> _Instructions to follow_
Output every record precisely.

Saved data entries:
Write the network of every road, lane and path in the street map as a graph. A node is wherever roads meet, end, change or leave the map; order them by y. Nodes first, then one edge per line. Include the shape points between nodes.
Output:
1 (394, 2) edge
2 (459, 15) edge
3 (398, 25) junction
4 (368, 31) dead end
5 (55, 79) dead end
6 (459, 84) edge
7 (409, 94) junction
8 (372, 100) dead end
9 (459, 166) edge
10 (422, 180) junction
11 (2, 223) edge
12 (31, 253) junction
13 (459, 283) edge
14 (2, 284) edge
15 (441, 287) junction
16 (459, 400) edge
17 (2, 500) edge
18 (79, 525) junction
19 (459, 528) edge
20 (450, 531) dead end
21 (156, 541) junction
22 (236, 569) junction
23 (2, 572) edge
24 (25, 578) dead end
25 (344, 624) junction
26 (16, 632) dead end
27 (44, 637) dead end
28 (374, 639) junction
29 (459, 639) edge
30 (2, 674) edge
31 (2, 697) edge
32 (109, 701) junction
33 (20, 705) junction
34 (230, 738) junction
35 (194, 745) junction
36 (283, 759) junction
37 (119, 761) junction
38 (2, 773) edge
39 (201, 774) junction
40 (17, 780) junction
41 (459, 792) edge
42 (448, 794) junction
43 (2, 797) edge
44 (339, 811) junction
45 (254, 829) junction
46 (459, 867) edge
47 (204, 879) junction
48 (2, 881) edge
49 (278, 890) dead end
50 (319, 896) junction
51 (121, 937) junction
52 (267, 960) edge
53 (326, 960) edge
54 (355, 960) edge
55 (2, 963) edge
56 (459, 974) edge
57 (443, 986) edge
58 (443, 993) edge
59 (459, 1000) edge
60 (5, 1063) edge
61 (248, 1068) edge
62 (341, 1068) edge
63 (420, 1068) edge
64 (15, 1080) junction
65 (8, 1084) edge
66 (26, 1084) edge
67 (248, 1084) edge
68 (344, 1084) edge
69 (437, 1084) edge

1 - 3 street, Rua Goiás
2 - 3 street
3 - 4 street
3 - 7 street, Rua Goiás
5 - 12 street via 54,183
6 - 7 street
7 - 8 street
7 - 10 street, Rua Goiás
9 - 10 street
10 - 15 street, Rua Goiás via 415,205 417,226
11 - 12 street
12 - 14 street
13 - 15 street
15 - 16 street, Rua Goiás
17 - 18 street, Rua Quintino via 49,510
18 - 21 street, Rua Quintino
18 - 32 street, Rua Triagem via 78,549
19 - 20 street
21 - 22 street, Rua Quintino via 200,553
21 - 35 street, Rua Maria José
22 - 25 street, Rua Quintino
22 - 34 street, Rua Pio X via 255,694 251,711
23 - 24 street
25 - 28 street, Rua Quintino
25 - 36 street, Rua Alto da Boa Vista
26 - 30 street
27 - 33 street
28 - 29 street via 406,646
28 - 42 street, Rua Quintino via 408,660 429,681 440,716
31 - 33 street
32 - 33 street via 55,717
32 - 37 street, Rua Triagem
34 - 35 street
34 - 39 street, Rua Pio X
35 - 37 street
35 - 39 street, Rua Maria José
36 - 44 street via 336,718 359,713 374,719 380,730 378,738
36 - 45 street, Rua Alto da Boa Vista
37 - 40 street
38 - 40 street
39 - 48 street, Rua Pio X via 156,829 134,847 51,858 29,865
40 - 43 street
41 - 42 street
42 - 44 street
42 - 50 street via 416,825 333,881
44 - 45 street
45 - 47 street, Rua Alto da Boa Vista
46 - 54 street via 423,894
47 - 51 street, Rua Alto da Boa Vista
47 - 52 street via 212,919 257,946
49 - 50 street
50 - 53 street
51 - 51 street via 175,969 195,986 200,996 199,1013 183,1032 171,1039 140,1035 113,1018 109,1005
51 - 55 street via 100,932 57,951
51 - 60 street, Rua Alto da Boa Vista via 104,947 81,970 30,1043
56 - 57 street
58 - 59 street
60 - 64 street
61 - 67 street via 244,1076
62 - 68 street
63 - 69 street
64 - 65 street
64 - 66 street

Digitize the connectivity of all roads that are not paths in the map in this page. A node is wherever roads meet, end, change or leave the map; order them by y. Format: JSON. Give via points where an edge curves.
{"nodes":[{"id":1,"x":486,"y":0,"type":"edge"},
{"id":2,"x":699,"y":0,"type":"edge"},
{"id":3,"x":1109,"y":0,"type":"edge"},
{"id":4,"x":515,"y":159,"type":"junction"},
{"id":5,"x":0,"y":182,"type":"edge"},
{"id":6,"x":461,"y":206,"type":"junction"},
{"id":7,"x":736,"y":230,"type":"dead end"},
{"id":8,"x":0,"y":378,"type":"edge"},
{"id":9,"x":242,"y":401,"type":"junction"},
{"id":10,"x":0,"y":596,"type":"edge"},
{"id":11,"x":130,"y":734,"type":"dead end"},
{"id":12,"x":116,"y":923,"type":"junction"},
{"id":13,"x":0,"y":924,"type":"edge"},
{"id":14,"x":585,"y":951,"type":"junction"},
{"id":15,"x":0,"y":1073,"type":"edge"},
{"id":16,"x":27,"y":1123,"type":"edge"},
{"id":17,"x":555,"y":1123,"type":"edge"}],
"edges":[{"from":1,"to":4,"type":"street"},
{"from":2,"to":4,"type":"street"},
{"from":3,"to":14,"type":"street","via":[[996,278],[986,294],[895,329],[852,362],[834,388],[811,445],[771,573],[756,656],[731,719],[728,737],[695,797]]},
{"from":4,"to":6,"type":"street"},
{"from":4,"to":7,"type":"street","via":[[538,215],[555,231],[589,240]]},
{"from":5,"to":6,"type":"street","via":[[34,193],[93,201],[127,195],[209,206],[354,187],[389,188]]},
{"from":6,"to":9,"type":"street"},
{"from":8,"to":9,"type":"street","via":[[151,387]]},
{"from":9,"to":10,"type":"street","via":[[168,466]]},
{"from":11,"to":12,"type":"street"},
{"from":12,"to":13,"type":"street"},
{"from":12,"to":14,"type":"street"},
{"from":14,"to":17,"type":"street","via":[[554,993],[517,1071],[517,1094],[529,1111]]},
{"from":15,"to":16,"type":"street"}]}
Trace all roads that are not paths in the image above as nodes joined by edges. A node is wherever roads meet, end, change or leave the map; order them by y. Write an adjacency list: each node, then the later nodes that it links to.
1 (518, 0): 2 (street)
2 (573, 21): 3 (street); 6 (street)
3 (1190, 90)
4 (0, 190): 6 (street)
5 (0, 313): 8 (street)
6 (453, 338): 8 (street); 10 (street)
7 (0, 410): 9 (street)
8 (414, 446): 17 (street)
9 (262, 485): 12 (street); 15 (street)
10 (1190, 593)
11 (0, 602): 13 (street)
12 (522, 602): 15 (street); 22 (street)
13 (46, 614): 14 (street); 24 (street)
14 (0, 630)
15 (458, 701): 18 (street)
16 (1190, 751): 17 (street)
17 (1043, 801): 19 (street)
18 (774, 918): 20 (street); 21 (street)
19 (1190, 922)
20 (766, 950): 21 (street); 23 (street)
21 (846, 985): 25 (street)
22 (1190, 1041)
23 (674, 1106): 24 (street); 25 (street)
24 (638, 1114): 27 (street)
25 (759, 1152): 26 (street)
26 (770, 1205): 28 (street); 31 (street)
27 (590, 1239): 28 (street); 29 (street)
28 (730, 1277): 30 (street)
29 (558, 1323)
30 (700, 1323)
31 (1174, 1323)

> _Task answer_
Write the network of every road, lane and path in the street map as a graph. A node is wherever roads meet, end, change or leave the map; order them by y. Nodes first, then one edge per line. Include the shape points between nodes.
Output:
1 (394, 2) edge
2 (459, 15) edge
3 (398, 25) junction
4 (368, 31) dead end
5 (55, 79) dead end
6 (459, 84) edge
7 (409, 94) junction
8 (372, 100) dead end
9 (459, 166) edge
10 (422, 180) junction
11 (2, 223) edge
12 (31, 253) junction
13 (459, 283) edge
14 (2, 284) edge
15 (441, 287) junction
16 (459, 400) edge
17 (2, 500) edge
18 (79, 525) junction
19 (459, 528) edge
20 (450, 531) dead end
21 (156, 541) junction
22 (236, 569) junction
23 (2, 572) edge
24 (25, 578) dead end
25 (344, 624) junction
26 (16, 632) dead end
27 (44, 637) dead end
28 (374, 639) junction
29 (459, 639) edge
30 (2, 674) edge
31 (2, 697) edge
32 (109, 701) junction
33 (20, 705) junction
34 (230, 738) junction
35 (194, 745) junction
36 (283, 759) junction
37 (119, 761) junction
38 (2, 773) edge
39 (201, 774) junction
40 (17, 780) junction
41 (459, 792) edge
42 (448, 794) junction
43 (2, 797) edge
44 (339, 811) junction
45 (254, 829) junction
46 (459, 867) edge
47 (204, 879) junction
48 (2, 881) edge
49 (278, 890) dead end
50 (319, 896) junction
51 (121, 937) junction
52 (267, 960) edge
53 (326, 960) edge
54 (355, 960) edge
55 (2, 963) edge
56 (459, 974) edge
57 (443, 986) edge
58 (443, 993) edge
59 (459, 1000) edge
60 (5, 1063) edge
61 (248, 1068) edge
62 (341, 1068) edge
63 (420, 1068) edge
64 (15, 1080) junction
65 (8, 1084) edge
66 (26, 1084) edge
67 (248, 1084) edge
68 (344, 1084) edge
69 (437, 1084) edge

1 - 3 street, Rua Goiás
2 - 3 street
3 - 4 street
3 - 7 street, Rua Goiás
5 - 12 street via 54,183
6 - 7 street
7 - 8 street
7 - 10 street, Rua Goiás
9 - 10 street
10 - 15 street, Rua Goiás via 415,205 417,226
11 - 12 street
12 - 14 street
13 - 15 street
15 - 16 street, Rua Goiás
17 - 18 street, Rua Quintino via 49,510
18 - 21 street, Rua Quintino
18 - 32 street, Rua Triagem via 78,549
19 - 20 street
21 - 22 street, Rua Quintino via 200,553
21 - 35 street, Rua Maria José
22 - 25 street, Rua Quintino
22 - 34 street, Rua Pio X via 255,694 251,711
23 - 24 street
25 - 28 street, Rua Quintino
25 - 36 street, Rua Alto da Boa Vista
26 - 30 street
27 - 33 street
28 - 29 street via 406,646
28 - 42 street, Rua Quintino via 408,660 429,681 440,716
31 - 33 street
32 - 33 street via 55,717
32 - 37 street, Rua Triagem
34 - 35 street
34 - 39 street, Rua Pio X
35 - 37 street
35 - 39 street, Rua Maria José
36 - 44 street via 336,718 359,713 374,719 380,730 378,738
36 - 45 street, Rua Alto da Boa Vista
37 - 40 street
38 - 40 street
39 - 48 street, Rua Pio X via 156,829 134,847 51,858 29,865
40 - 43 street
41 - 42 street
42 - 44 street
42 - 50 street via 416,825 333,881
44 - 45 street
45 - 47 street, Rua Alto da Boa Vista
46 - 54 street via 423,894
47 - 51 street, Rua Alto da Boa Vista
47 - 52 street via 212,919 257,946
49 - 50 street
50 - 53 street
51 - 51 street via 175,969 195,986 200,996 199,1013 183,1032 171,1039 140,1035 113,1018 109,1005
51 - 55 street via 100,932 57,951
51 - 60 street, Rua Alto da Boa Vista via 104,947 81,970 30,1043
56 - 57 street
58 - 59 street
60 - 64 street
61 - 67 street via 244,1076
62 - 68 street
63 - 69 street
64 - 65 street
64 - 66 street

Digitize the connectivity of all roads that are not paths in the map in this page. A node is wherever roads meet, end, change or leave the map; order them by y. Format: JSON. Give via points where an edge curves.
{"nodes":[{"id":1,"x":486,"y":0,"type":"edge"},
{"id":2,"x":699,"y":0,"type":"edge"},
{"id":3,"x":1109,"y":0,"type":"edge"},
{"id":4,"x":515,"y":159,"type":"junction"},
{"id":5,"x":0,"y":182,"type":"edge"},
{"id":6,"x":461,"y":206,"type":"junction"},
{"id":7,"x":736,"y":230,"type":"dead end"},
{"id":8,"x":0,"y":378,"type":"edge"},
{"id":9,"x":242,"y":401,"type":"junction"},
{"id":10,"x":0,"y":596,"type":"edge"},
{"id":11,"x":130,"y":734,"type":"dead end"},
{"id":12,"x":116,"y":923,"type":"junction"},
{"id":13,"x":0,"y":924,"type":"edge"},
{"id":14,"x":585,"y":951,"type":"junction"},
{"id":15,"x":0,"y":1073,"type":"edge"},
{"id":16,"x":27,"y":1123,"type":"edge"},
{"id":17,"x":555,"y":1123,"type":"edge"}],
"edges":[{"from":1,"to":4,"type":"street"},
{"from":2,"to":4,"type":"street"},
{"from":3,"to":14,"type":"street","via":[[996,278],[986,294],[895,329],[852,362],[834,388],[811,445],[771,573],[756,656],[731,719],[728,737],[695,797]]},
{"from":4,"to":6,"type":"street"},
{"from":4,"to":7,"type":"street","via":[[538,215],[555,231],[589,240]]},
{"from":5,"to":6,"type":"street","via":[[34,193],[93,201],[127,195],[209,206],[354,187],[389,188]]},
{"from":6,"to":9,"type":"street"},
{"from":8,"to":9,"type":"street","via":[[151,387]]},
{"from":9,"to":10,"type":"street","via":[[168,466]]},
{"from":11,"to":12,"type":"street"},
{"from":12,"to":13,"type":"street"},
{"from":12,"to":14,"type":"street"},
{"from":14,"to":17,"type":"street","via":[[554,993],[517,1071],[517,1094],[529,1111]]},
{"from":15,"to":16,"type":"street"}]}
Trace all roads that are not paths in the image above as nodes joined by edges. A node is wherever roads meet, end, change or leave the map; order them by y. Write an adjacency list: each node, then the later nodes that it links to.
1 (518, 0): 2 (street)
2 (573, 21): 3 (street); 6 (street)
3 (1190, 90)
4 (0, 190): 6 (street)
5 (0, 313): 8 (street)
6 (453, 338): 8 (street); 10 (street)
7 (0, 410): 9 (street)
8 (414, 446): 17 (street)
9 (262, 485): 12 (street); 15 (street)
10 (1190, 593)
11 (0, 602): 13 (street)
12 (522, 602): 15 (street); 22 (street)
13 (46, 614): 14 (street); 24 (street)
14 (0, 630)
15 (458, 701): 18 (street)
16 (1190, 751): 17 (street)
17 (1043, 801): 19 (street)
18 (774, 918): 20 (street); 21 (street)
19 (1190, 922)
20 (766, 950): 21 (street); 23 (street)
21 (846, 985): 25 (street)
22 (1190, 1041)
23 (674, 1106): 24 (street); 25 (street)
24 (638, 1114): 27 (street)
25 (759, 1152): 26 (street)
26 (770, 1205): 28 (street); 31 (street)
27 (590, 1239): 28 (street); 29 (street)
28 (730, 1277): 30 (street)
29 (558, 1323)
30 (700, 1323)
31 (1174, 1323)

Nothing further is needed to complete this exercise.